With acronyms, like PEMDAS or HOMES, it's much easier to remember them through mnemonic devices than the original acronym. PEMDAS can be recited as "Please Excuse My Dear Aunt Sally" which is somewhat coherent, but is not connected to the original acronym.

Similarly, using uncommon, loosely connected words to create a passphrase can serve as a mnemonic device. This approach avoids the direct association with personal information, forcing attackers to rely on brute force methods.

What are Markov Chains?

To put it simply, it's a state machine. Let's assume we're forcasting the weather.

The current weather can alternate between sunny, windy, cloudy, etc. We can think of these as "states". So, let's assume that the current state of the weather is sunny. If we see a raincloud approaching, we can assume that the weather can transition to a rainy state. However, we cannot be certain, as weather relies on probability.

A sunny weather can just as easily remain sunny, change to rainy, or even cloudy. We refer to this probability of change as "transitions".

Rendered markdown image

From this diagram, a sunny weather has a 90% change of being sunny, and a 10% change of being rainy.

Note that a Markov chain doesn't necessarily scale with time or any metric that increases over time. More specifically, a Markov chain helps compute the next step based on the current state.

Creating passphrases

How does this relate to creating passphrases? We can model a sentence as a sequence of words transitioning from one to another.

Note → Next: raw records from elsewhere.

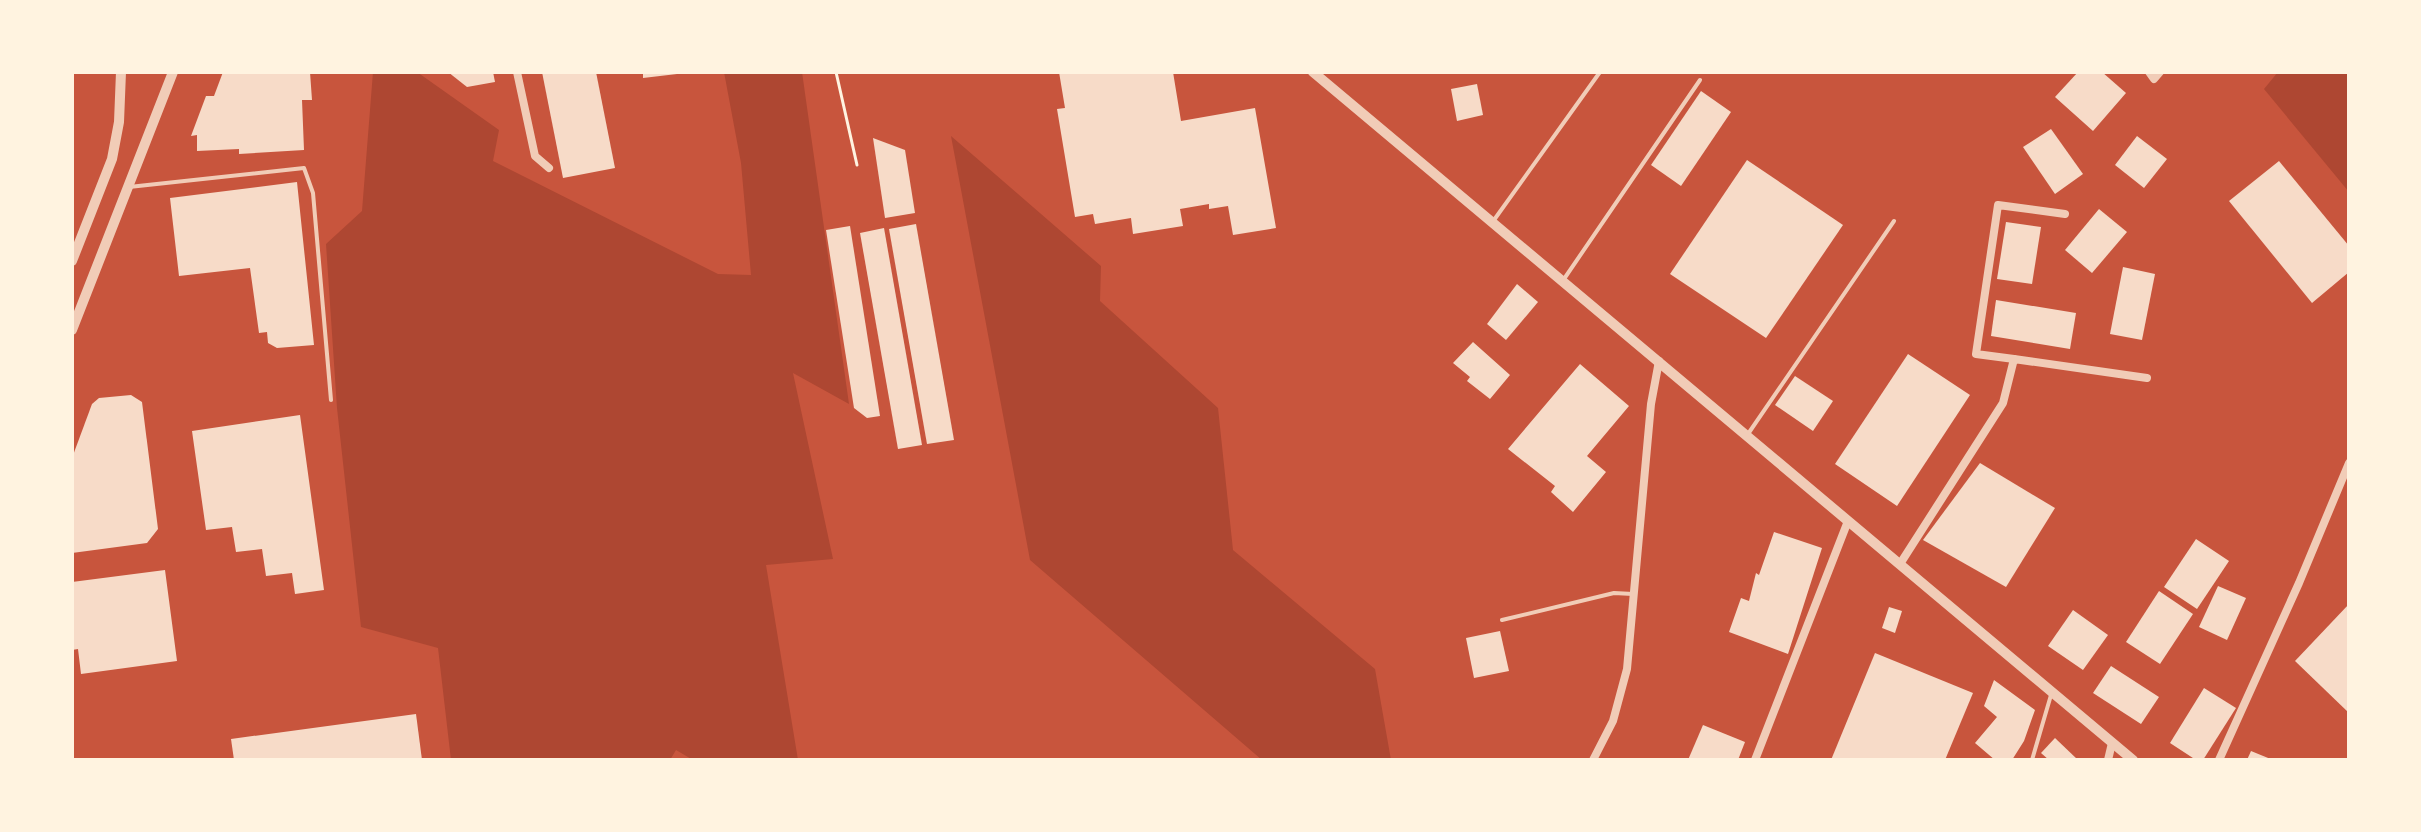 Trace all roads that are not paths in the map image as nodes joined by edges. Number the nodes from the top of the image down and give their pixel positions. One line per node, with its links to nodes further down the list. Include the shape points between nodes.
1 (121, 72): 14 (street, via 112,159)
2 (173, 72): 10 (street)
3 (517, 72): 9 (street, via 535,156)
4 (1313, 72): 13 (street)
5 (1600, 72): 13 (lane)
6 (2149, 72): 7 (street, via 2154,79)
7 (2160, 72)
8 (1700, 80): 15 (lane)
9 (549, 168)
10 (127, 187): 16 (street); 20 (lane, via 304,168 313,193)
11 (2065, 214): 17 (street, via 1998,205 1976,354)
12 (1894, 221): 21 (lane)
13 (1493, 222): 15 (street)
14 (72, 261)
15 (1563, 281): 18 (street)
16 (72, 330)
17 (2014, 359): 19 (street); 24 (street, via 2003,403)
18 (1659, 361): 21 (street); 25 (street)
19 (2147, 378)
20 (331, 400)
21 (1747, 436): 23 (street)
22 (2349, 463): 34 (street)
23 (1848, 521): 24 (street); 30 (street)
24 (1900, 564): 27 (street)
25 (1633, 594): 26 (lane, via 1614,593); 29 (street, via 1627,669 1613,721)
26 (1502, 620)
27 (2052, 693): 28 (street); 31 (lane)
28 (2112, 743): 32 (street); 33 (street)
29 (1593, 760)
30 (1755, 760)
31 (2032, 760)
32 (2108, 760)
33 (2133, 760)
34 (2219, 760) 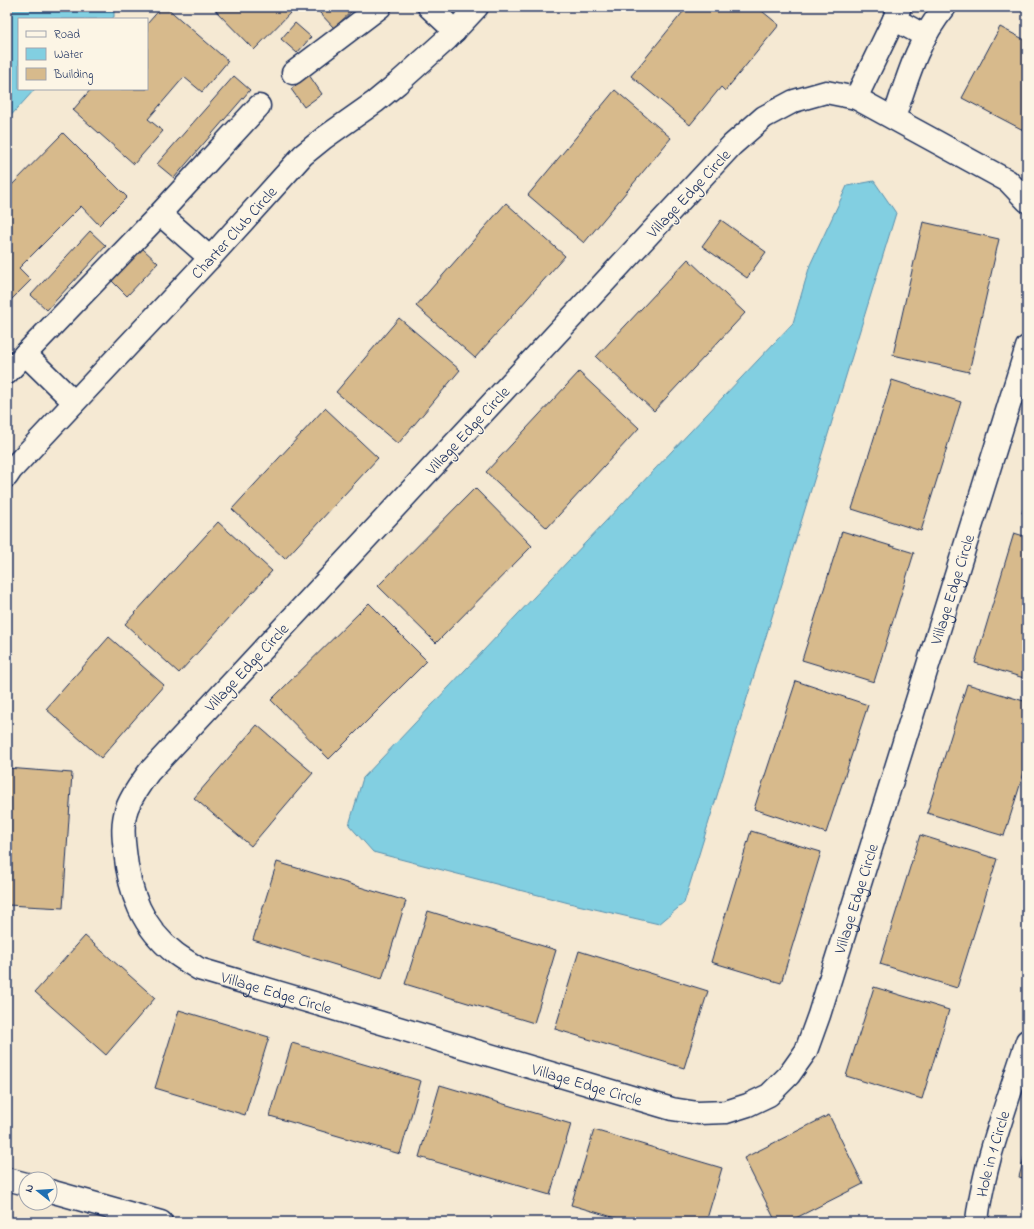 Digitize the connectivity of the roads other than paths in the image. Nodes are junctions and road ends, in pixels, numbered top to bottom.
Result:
1 (380, 7) edge
2 (429, 7) edge
3 (477, 7) edge
4 (945, 7) edge
5 (897, 13) edge
6 (455, 30) junction
7 (925, 36) junction
8 (293, 72) dead end
9 (856, 98) junction
10 (259, 106) dead end
11 (894, 118) junction
12 (1027, 201) edge
13 (160, 214) junction
14 (210, 258) junction
15 (1027, 347) edge
16 (25, 354) junction
17 (7, 373) edge
18 (74, 402) junction
19 (7, 476) edge
20 (1027, 1041) edge
21 (7, 1178) edge
22 (18, 1181) edge
23 (58, 1193) edge
24 (160, 1222) edge
25 (977, 1222) edge

1 - 8 street
2 - 6 street
3 - 6 street, Charter Club Circle
4 - 7 street
5 - 7 street
5 - 9 street
6 - 14 street, Charter Club Circle
7 - 11 street
9 - 11 street, Village Edge Circle
9 - 15 street, Village Edge Circle
10 - 13 street
11 - 12 street, Village Edge Circle
13 - 14 street
13 - 16 street
14 - 18 street, Charter Club Circle
16 - 17 street
16 - 18 street
18 - 19 street, Charter Club Circle
20 - 25 street, Hole in 1 Circle
21 - 22 street
23 - 24 street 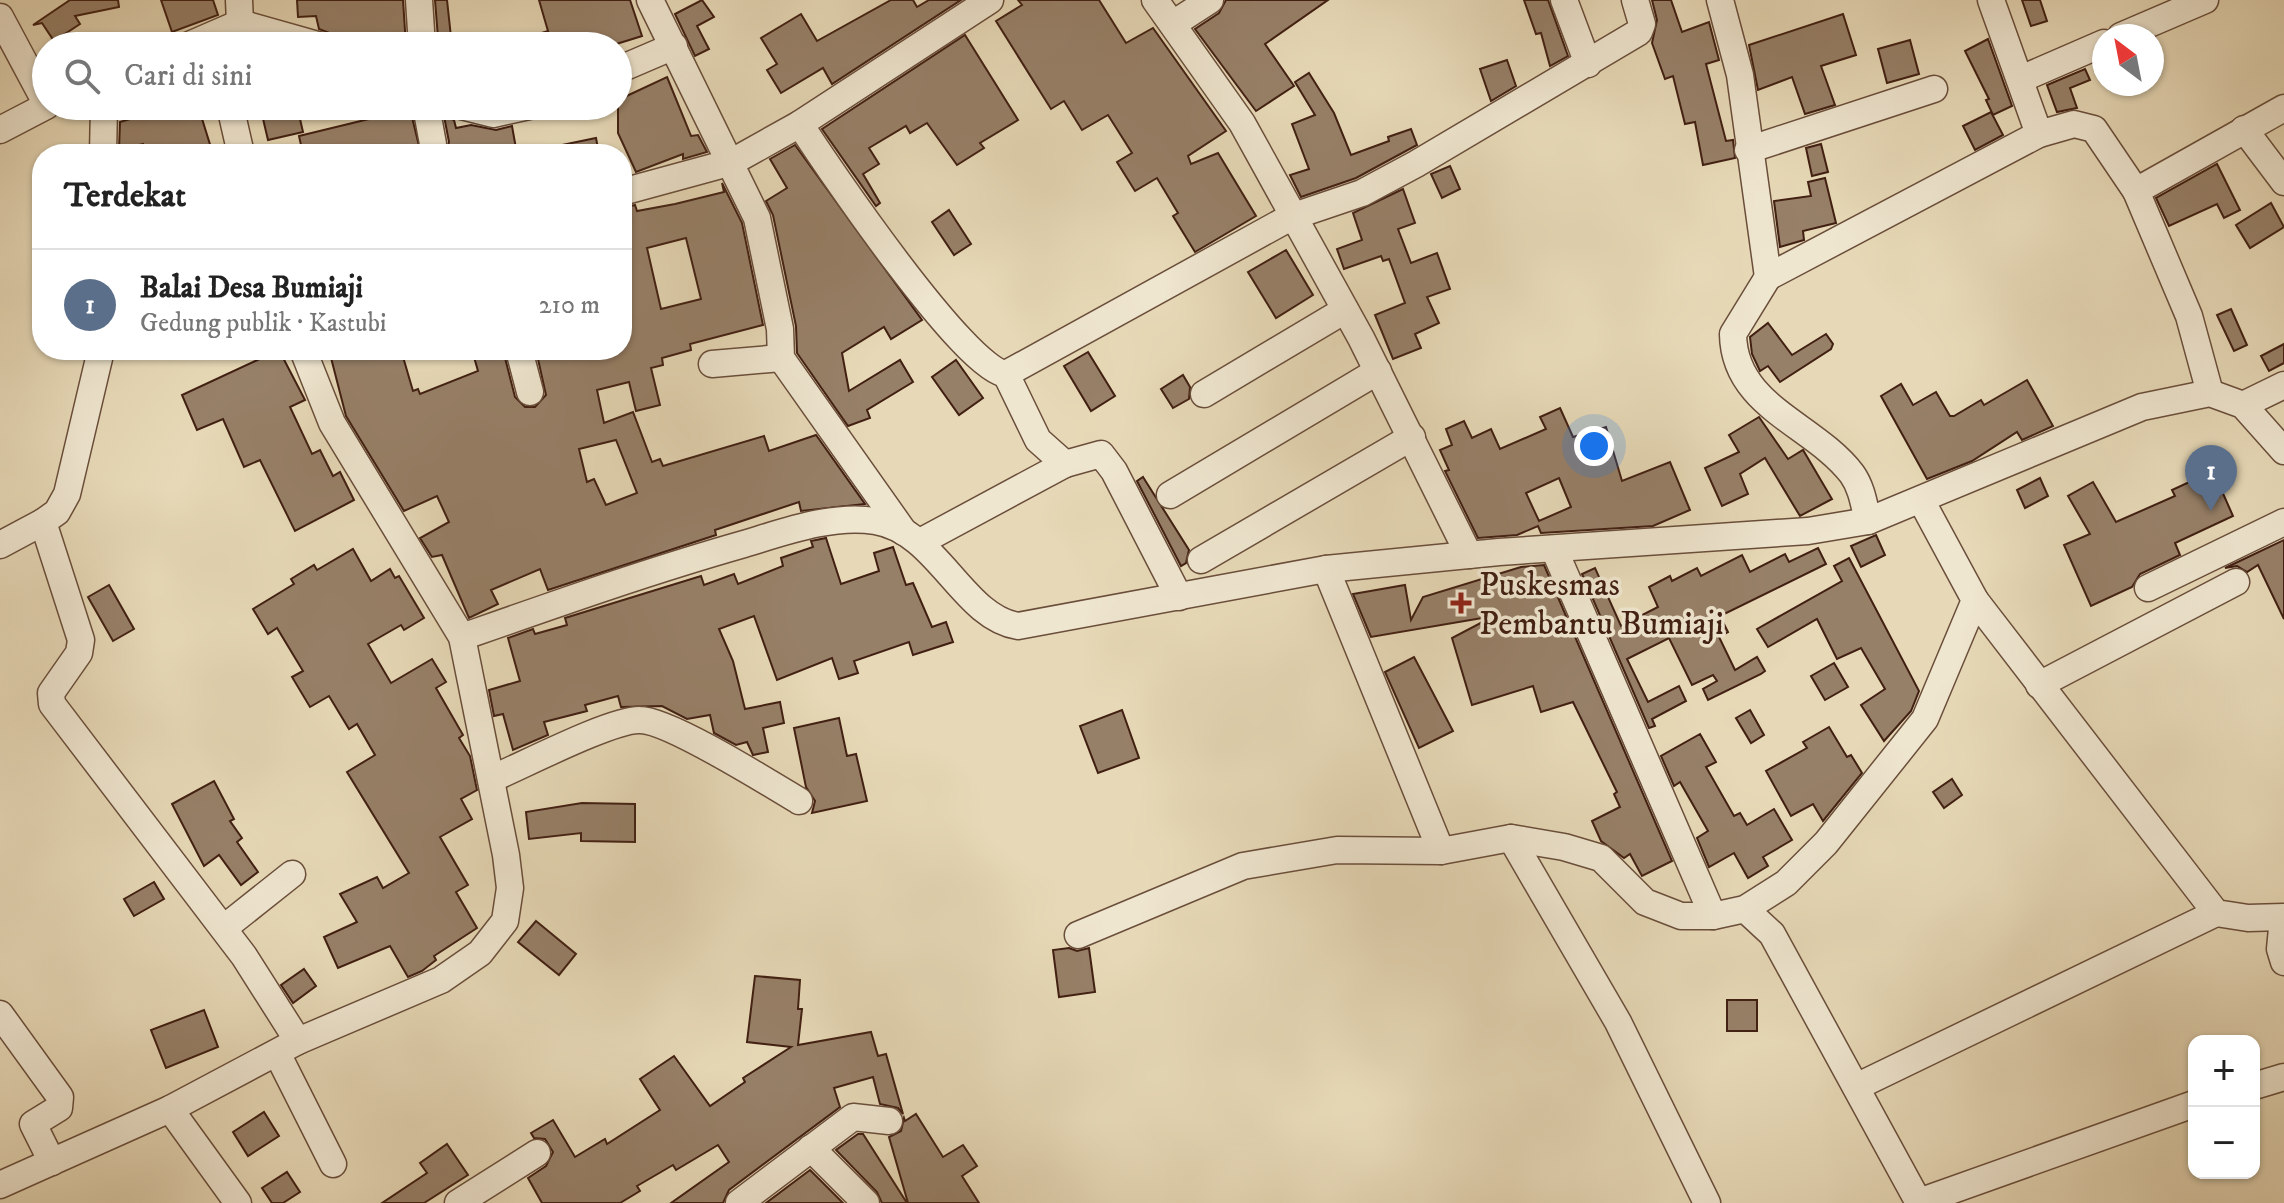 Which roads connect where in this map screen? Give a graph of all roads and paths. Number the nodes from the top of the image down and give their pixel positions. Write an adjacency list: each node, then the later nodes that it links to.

For example, "A cat with a hat" can be mapped out as:

A -> cat -> with -> a -> hat

However, you may notice that the transitions will have a 100% chance of occurring. This is correct behavior since we expect that if we start with the word "A", we can determine that the next word must be "cat".

As we increase the number of sentences, the probability distribution becomes more diverse. We'll start seeing identical words mapping to different words.

For example, "A frog with a hat" will allow "A" to transition to either "cat" or "frog", each with a 50% probability.

As we scale up with more sentences, we build a probability model for word transitions.

The collection of sentences or text used to build this model is called a corpus. With this corpus, we can generate new sentences by starting with a word and choosing the next word based on probabilities.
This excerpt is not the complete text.